Sometimes the glutes are weak and need activation. If your athlete tends to twist around or let the knees come inwards, this is your problem. Dont cut ROM instead perform a lot of loaded and unloaded hip thrusts.

Sometimes the real culprit is a lack of internal and external femoral flexibility. Do twist holds from the flexibility post on this blog to solve that issue.

In any of the above cases, while solving the issue at hand, utilize low box squats or chambered bar squats to parallel for training.

In certain cases, like elderly trainees or people with real knee issues, you do have to cut the depth. For such people box squats to an appropriate height are generally best.

3. Lumbar spine rounds or the tailbone tucks under-

90% of the time, this is due to a weak anterior core and can easily be resolved by hammering the abs from a variety of movements and performing goblet, zercher or front squats in the interval.

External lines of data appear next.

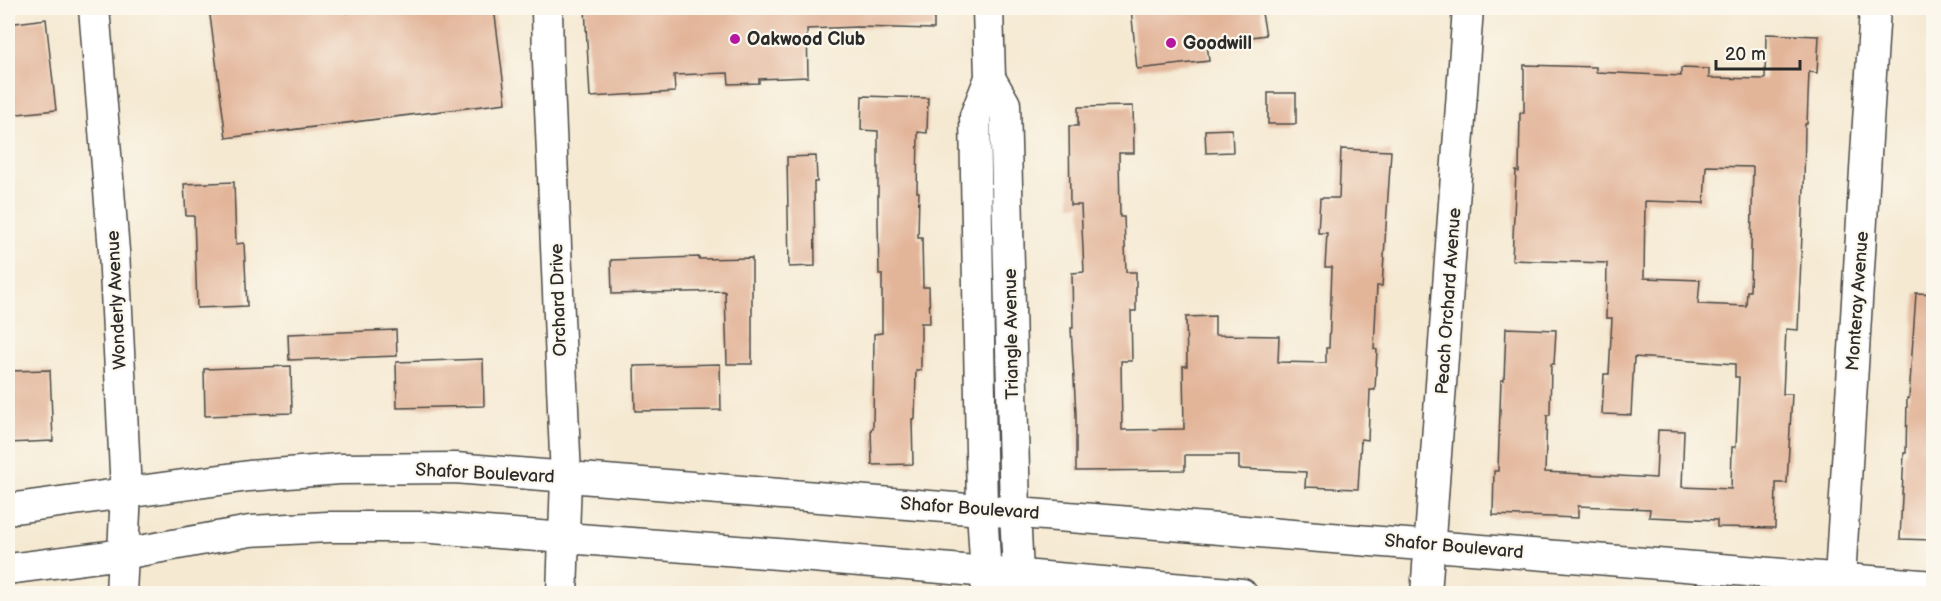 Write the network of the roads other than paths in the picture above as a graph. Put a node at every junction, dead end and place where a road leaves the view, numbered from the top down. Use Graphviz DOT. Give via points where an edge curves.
graph roads {
  1 [pos="94,8"];
  2 [pos="547,8"];
  3 [pos="988,8"];
  4 [pos="1468,8"];
  5 [pos="1875,8"];
  6 [pos="990,78"];
  7 [pos="566,478"];
  8 [pos="126,492"];
  9 [pos="8,509"];
  10 [pos="982,509"];
  11 [pos="1015,511"];
  12 [pos="564,537"];
  13 [pos="1430,544"];
  14 [pos="123,555"];
  15 [pos="8,569"];
  16 [pos="987,583"];
  17 [pos="1019,584"];
  18 [pos="1840,586"];
  19 [pos="1934,586"];
  20 [pos="122,594"];
  21 [pos="562,594"];
  22 [pos="1242,594"];
  23 [pos="1426,594"];
  1 -- 8 [label="street, Wonderly Avenue" via="114,251"];
  2 -- 7 [label="street, Orchard Drive"];
  3 -- 6 [label="street, Triangle Avenue"];
  4 -- 13 [label="street, Peach Orchard Avenue"];
  5 -- 18 [label="street, Monteray Avenue"];
  6 -- 10 [label="street, Triangle Avenue" via="975,116"];
  6 -- 11 [label="street, Triangle Avenue" via="1005,104"];
  7 -- 8 [label="street, Shafor Boulevard" via="455,468 339,470 249,476"];
  7 -- 10 [label="street, Shafor Boulevard"];
  7 -- 12 [label="street, Orchard Drive"];
  8 -- 9 [label="street, Shafor Boulevard"];
  8 -- 14 [label="street, Wonderly Avenue"];
  10 -- 11 [label="street, Shafor Boulevard"];
  10 -- 16 [label="street, Triangle Avenue"];
  11 -- 13 [label="street, Shafor Boulevard"];
  11 -- 17 [label="street, Triangle Avenue"];
  12 -- 14 [label="street" via="419,527 328,527 250,531"];
  12 -- 16 [label="street"];
  12 -- 21 [label="street, Orchard Drive"];
  13 -- 18 [label="street, Shafor Boulevard"];
  13 -- 23 [label="street, Peach Orchard Avenue"];
  14 -- 15 [label="street"];
  14 -- 20 [label="street, Wonderly Avenue"];
  16 -- 17 [label="street"];
  17 -- 22 [label="street"];
  18 -- 19 [label="street, Shafor Boulevard"];
}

In any other situation, arising from a lack of hip mobility, maybe tight hip flexors or inflexible hamstrings or poor hip rotation and groin flexibility, do hip belt squats while working on the issue. Hip belt squats are a great way to train the squat without putting pressure on the lower back. I have no idea why this movement is not more popular.

Bottom line is, I still maintain that one must squat as deep as possible but it comes with a condition- as possible. Any ROM that is hurting you is probably bad for you. Try a different variation and spend the interval working out your issues. Over time work towards improving ROM. In a worst case scenario if that is not happening, you can always use high and low box squats and standard squats done at least till parallel.

Honestly parallel squats are an achieve able goal for anyone (in the long run) and should be the minimum standard to shoot for. But if in the long run you are unable to clean up your issues then you have to do the best you can.

If you cant even do half squats in the long run, my honest advice to you is to just drop squats and focus on deadlifts instead. At-least the temptation to use crazy weights that you should not be handling in the first place will not be there. And the shear force on the knee is lesser. I forget the study it was but even common sense should tell you that the lever arm is the longest when the knee is 90% and since you can half squat a hell of a lot more than you can parallel squat the stress on the knee is actually a lot more in half squats than parallel squats. And at this point half squats will just damage the knee further, so it is best to find other ways to work your knee, like duck stance deadlifts.

If it is a back problem and no variation is working out for you, you can always go for hip belt squats.

If you have a knee and back problem go for hip belt squats done to parallel while you work out your issues. If you cant even do that, I can only offer my apologies and feel bad for you.